▶ **Exercise instructions**: Retype the entries in full.

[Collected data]
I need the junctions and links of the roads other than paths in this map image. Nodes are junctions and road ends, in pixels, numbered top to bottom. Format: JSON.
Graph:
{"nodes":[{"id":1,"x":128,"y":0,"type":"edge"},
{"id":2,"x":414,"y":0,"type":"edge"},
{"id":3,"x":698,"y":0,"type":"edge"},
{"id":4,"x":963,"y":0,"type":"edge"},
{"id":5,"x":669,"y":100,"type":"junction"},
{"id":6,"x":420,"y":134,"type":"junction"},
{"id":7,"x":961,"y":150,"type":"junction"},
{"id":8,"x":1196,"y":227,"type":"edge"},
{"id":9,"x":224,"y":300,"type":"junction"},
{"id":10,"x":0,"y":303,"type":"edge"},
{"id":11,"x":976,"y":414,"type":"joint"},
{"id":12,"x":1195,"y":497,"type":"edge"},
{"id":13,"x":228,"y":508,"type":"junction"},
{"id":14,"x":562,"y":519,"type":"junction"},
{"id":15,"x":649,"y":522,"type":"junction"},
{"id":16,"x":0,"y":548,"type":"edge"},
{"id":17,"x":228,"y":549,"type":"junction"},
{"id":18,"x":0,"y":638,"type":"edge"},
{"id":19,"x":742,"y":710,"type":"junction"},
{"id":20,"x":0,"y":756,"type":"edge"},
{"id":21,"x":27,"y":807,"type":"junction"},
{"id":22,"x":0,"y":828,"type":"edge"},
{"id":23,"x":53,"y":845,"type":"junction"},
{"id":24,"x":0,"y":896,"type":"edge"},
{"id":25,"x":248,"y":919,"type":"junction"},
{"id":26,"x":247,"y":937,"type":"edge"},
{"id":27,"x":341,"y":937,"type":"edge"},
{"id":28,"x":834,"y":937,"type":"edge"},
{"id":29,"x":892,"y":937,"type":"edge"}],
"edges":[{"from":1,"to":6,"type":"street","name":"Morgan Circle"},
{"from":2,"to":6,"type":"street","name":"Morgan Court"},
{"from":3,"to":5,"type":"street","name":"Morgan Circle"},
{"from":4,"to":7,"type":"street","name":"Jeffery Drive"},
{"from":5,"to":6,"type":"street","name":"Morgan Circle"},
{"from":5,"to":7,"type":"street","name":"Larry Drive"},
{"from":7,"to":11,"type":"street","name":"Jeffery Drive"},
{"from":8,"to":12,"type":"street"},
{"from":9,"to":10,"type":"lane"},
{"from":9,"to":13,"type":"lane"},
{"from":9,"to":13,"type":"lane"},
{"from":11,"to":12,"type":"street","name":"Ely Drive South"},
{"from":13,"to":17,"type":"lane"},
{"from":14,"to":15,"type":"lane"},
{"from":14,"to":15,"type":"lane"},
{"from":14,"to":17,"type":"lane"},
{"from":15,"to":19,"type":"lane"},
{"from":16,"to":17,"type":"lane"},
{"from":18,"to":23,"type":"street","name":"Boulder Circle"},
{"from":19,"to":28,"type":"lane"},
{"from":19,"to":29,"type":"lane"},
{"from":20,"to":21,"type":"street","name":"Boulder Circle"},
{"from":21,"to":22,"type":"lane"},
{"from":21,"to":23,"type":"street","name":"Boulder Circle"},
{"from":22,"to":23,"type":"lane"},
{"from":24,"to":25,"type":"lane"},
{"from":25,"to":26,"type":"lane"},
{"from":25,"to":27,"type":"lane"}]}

▶ **Final answer**:
I need the junctions and links of the roads other than paths in this map image. Nodes are junctions and road ends, in pixels, numbered top to bottom. Format: JSON.
Graph:
{"nodes":[{"id":1,"x":128,"y":0,"type":"edge"},
{"id":2,"x":414,"y":0,"type":"edge"},
{"id":3,"x":698,"y":0,"type":"edge"},
{"id":4,"x":963,"y":0,"type":"edge"},
{"id":5,"x":669,"y":100,"type":"junction"},
{"id":6,"x":420,"y":134,"type":"junction"},
{"id":7,"x":961,"y":150,"type":"junction"},
{"id":8,"x":1196,"y":227,"type":"edge"},
{"id":9,"x":224,"y":300,"type":"junction"},
{"id":10,"x":0,"y":303,"type":"edge"},
{"id":11,"x":976,"y":414,"type":"joint"},
{"id":12,"x":1195,"y":497,"type":"edge"},
{"id":13,"x":228,"y":508,"type":"junction"},
{"id":14,"x":562,"y":519,"type":"junction"},
{"id":15,"x":649,"y":522,"type":"junction"},
{"id":16,"x":0,"y":548,"type":"edge"},
{"id":17,"x":228,"y":549,"type":"junction"},
{"id":18,"x":0,"y":638,"type":"edge"},
{"id":19,"x":742,"y":710,"type":"junction"},
{"id":20,"x":0,"y":756,"type":"edge"},
{"id":21,"x":27,"y":807,"type":"junction"},
{"id":22,"x":0,"y":828,"type":"edge"},
{"id":23,"x":53,"y":845,"type":"junction"},
{"id":24,"x":0,"y":896,"type":"edge"},
{"id":25,"x":248,"y":919,"type":"junction"},
{"id":26,"x":247,"y":937,"type":"edge"},
{"id":27,"x":341,"y":937,"type":"edge"},
{"id":28,"x":834,"y":937,"type":"edge"},
{"id":29,"x":892,"y":937,"type":"edge"}],
"edges":[{"from":1,"to":6,"type":"street","name":"Morgan Circle"},
{"from":2,"to":6,"type":"street","name":"Morgan Court"},
{"from":3,"to":5,"type":"street","name":"Morgan Circle"},
{"from":4,"to":7,"type":"street","name":"Jeffery Drive"},
{"from":5,"to":6,"type":"street","name":"Morgan Circle"},
{"from":5,"to":7,"type":"street","name":"Larry Drive"},
{"from":7,"to":11,"type":"street","name":"Jeffery Drive"},
{"from":8,"to":12,"type":"street"},
{"from":9,"to":10,"type":"lane"},
{"from":9,"to":13,"type":"lane"},
{"from":9,"to":13,"type":"lane"},
{"from":11,"to":12,"type":"street","name":"Ely Drive South"},
{"from":13,"to":17,"type":"lane"},
{"from":14,"to":15,"type":"lane"},
{"from":14,"to":15,"type":"lane"},
{"from":14,"to":17,"type":"lane"},
{"from":15,"to":19,"type":"lane"},
{"from":16,"to":17,"type":"lane"},
{"from":18,"to":23,"type":"street","name":"Boulder Circle"},
{"from":19,"to":28,"type":"lane"},
{"from":19,"to":29,"type":"lane"},
{"from":20,"to":21,"type":"street","name":"Boulder Circle"},
{"from":21,"to":22,"type":"lane"},
{"from":21,"to":23,"type":"street","name":"Boulder Circle"},
{"from":22,"to":23,"type":"lane"},
{"from":24,"to":25,"type":"lane"},
{"from":25,"to":26,"type":"lane"},
{"from":25,"to":27,"type":"lane"}]}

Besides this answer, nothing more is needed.